SyQic PLC Further re Possible Offer (9487L)
October 07 2016 - 2:00AM
UK Regulatory
TIDMSYQ
RNS Number : 9487L
SyQic PLC
07 October 2016
NOT FOR RELEASE, PUBLICATION OR DISTRIBUTION, IN WHOLE OR IN
PART, DIRECTLY OR INDIRECTLY, IN, INTO OR FROM ANY JURISDICTION
WHERE TO DO SO WOULD CONSTITUTE A VIOLATION OF THE RELEVANT LAWS OR
REGULATIONS OF SUCH JURISDICTION
This announcement is not an announcement of a firm intention to
make an offer under Rule 2.7 of the City Code on Takeovers and
Mergers (the "Code") and there can be no certainty that an offer
will be made, nor as to the terms on which any offer will be
made.
7 October 2016
SyQic plc
("SyQic" or "the Company")
Extension to deadline in accordance with Rule 2.6(c) of the
Code
On 16 September 2016, the Company announced that, in accordance
with Rule 2.6(a) of the Code, Jamal Hassim, Chief Executive of
SyQic, and MMV Investments (HK) Limited, a company owned by Johan
Robb, (together "Bidco") must, by not later than 5.00 p.m. on 7
October 2016, either announce a firm intention to make an offer for
the Company in accordance with Rule 2.7 of the Code or announce
that it does not intend to make an offer, in which case the
announcement will be treated as a statement to which Rule 2.8 of
the Code applies. The Company also announced that it could approach
the Panel on Takeovers and Mergers (the "Panel") for a further
extension to this deadline in due course in accordance with Rule
2.6(c) of the Code.
Following a request from the Independent Board of Directors of
SyQic (the "Independent Board"), the Panel has consented to an
extension of the deadline to 5.00 p.m. on 28 October 2016, by which
time Bidco must either announce a firm intention to make an offer
for the Company or announce that it does not intend to make an
offer for the Company.

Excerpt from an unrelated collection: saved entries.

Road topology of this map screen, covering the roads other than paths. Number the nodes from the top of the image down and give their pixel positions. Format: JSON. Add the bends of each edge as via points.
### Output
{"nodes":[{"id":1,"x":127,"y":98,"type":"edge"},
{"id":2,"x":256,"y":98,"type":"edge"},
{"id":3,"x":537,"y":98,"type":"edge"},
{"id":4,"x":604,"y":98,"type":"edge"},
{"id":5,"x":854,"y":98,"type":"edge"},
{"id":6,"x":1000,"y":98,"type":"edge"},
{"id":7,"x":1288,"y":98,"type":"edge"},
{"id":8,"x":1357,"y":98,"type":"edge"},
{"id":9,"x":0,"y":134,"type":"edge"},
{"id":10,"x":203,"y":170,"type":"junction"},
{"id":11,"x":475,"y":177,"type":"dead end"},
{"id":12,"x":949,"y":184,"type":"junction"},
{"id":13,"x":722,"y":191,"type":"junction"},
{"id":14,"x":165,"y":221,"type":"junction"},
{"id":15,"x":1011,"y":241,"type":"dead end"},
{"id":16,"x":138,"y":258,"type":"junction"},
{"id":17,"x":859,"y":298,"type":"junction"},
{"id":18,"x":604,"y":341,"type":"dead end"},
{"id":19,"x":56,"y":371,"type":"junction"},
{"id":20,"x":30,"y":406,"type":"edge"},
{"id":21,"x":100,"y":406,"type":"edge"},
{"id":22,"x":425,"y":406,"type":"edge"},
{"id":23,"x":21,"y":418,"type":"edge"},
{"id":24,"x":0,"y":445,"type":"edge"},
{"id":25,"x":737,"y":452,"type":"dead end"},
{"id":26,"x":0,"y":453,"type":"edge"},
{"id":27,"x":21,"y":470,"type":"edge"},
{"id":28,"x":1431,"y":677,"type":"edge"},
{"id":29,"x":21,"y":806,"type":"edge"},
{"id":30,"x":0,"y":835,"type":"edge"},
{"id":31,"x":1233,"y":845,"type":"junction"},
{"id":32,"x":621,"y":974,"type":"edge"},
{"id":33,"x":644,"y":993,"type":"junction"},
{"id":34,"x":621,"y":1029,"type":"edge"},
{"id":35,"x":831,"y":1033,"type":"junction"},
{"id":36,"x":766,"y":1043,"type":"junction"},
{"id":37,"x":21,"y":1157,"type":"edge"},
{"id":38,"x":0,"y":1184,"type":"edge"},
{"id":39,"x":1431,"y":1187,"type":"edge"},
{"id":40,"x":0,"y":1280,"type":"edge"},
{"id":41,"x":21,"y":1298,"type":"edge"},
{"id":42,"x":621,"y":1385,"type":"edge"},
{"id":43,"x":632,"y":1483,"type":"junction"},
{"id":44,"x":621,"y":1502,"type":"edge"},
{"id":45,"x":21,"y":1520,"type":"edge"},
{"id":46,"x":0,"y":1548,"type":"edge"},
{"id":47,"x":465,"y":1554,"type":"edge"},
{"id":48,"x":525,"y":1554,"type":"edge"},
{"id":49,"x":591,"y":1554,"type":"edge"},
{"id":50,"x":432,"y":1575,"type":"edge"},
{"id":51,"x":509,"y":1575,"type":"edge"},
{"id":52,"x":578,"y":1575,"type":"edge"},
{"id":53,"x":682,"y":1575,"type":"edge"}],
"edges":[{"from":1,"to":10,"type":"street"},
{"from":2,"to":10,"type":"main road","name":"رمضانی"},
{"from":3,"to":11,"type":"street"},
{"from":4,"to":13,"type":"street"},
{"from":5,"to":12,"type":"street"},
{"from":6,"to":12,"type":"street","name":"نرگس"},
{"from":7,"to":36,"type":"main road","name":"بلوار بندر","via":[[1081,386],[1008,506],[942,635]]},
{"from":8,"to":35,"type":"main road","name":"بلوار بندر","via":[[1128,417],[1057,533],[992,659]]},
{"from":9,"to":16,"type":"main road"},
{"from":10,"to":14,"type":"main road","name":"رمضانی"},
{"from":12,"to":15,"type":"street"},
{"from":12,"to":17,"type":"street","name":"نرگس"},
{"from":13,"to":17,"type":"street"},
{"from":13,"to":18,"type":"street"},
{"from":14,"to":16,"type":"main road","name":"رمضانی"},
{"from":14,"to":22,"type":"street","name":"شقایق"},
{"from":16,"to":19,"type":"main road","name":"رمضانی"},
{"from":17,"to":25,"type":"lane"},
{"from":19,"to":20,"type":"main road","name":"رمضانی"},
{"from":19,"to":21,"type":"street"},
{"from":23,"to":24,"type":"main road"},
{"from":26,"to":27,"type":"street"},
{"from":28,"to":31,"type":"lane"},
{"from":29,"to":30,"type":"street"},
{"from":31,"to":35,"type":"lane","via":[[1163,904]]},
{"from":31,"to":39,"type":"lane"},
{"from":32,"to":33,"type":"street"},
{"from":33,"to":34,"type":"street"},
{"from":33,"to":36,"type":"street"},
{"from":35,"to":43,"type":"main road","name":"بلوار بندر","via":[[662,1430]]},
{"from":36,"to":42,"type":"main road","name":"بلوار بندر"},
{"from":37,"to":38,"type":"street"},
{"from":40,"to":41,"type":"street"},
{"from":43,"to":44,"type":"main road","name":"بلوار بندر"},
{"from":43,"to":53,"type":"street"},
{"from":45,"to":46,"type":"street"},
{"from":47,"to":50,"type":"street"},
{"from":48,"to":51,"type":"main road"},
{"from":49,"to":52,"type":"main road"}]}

This deadline will only be extended with the
consent of the Panel in accordance with Rule 2.6(c) of the
Code.
On 28 June 2016, the board of directors of SyQic announced that
it had become apparent that the Company would not be in a position
to publish its audited report and accounts for the year ended 31
December 2015 by 30 June 2016 in accordance with Rule 19 of the AIM
Rules for Companies. As a result, the Company's shares were
suspended from trading on AIM. If the Company's shares remain
suspended for a period of six months, under Rule 41 of the AIM
Rules for Companies the admission of SyQic's shares to trading on
AIM will be cancelled.
The audit for the year to 31 December 2015 is in the process of
being finalised. As set out in the Company's trading update
announced on 20 April 2016, the Board are in discussions with the
Company's auditors regarding the level of provision to be made
against the Company's trade receivables. These discussions are
ongoing and may result in the Company making a provision against
its trade receivables and it now appears likely that the auditors
will issue a qualified audit opinion on the report and accounts for
the year to 31 December 2015. As a result, the Independent
Directors are in extended discussions and negotiations with Bidco.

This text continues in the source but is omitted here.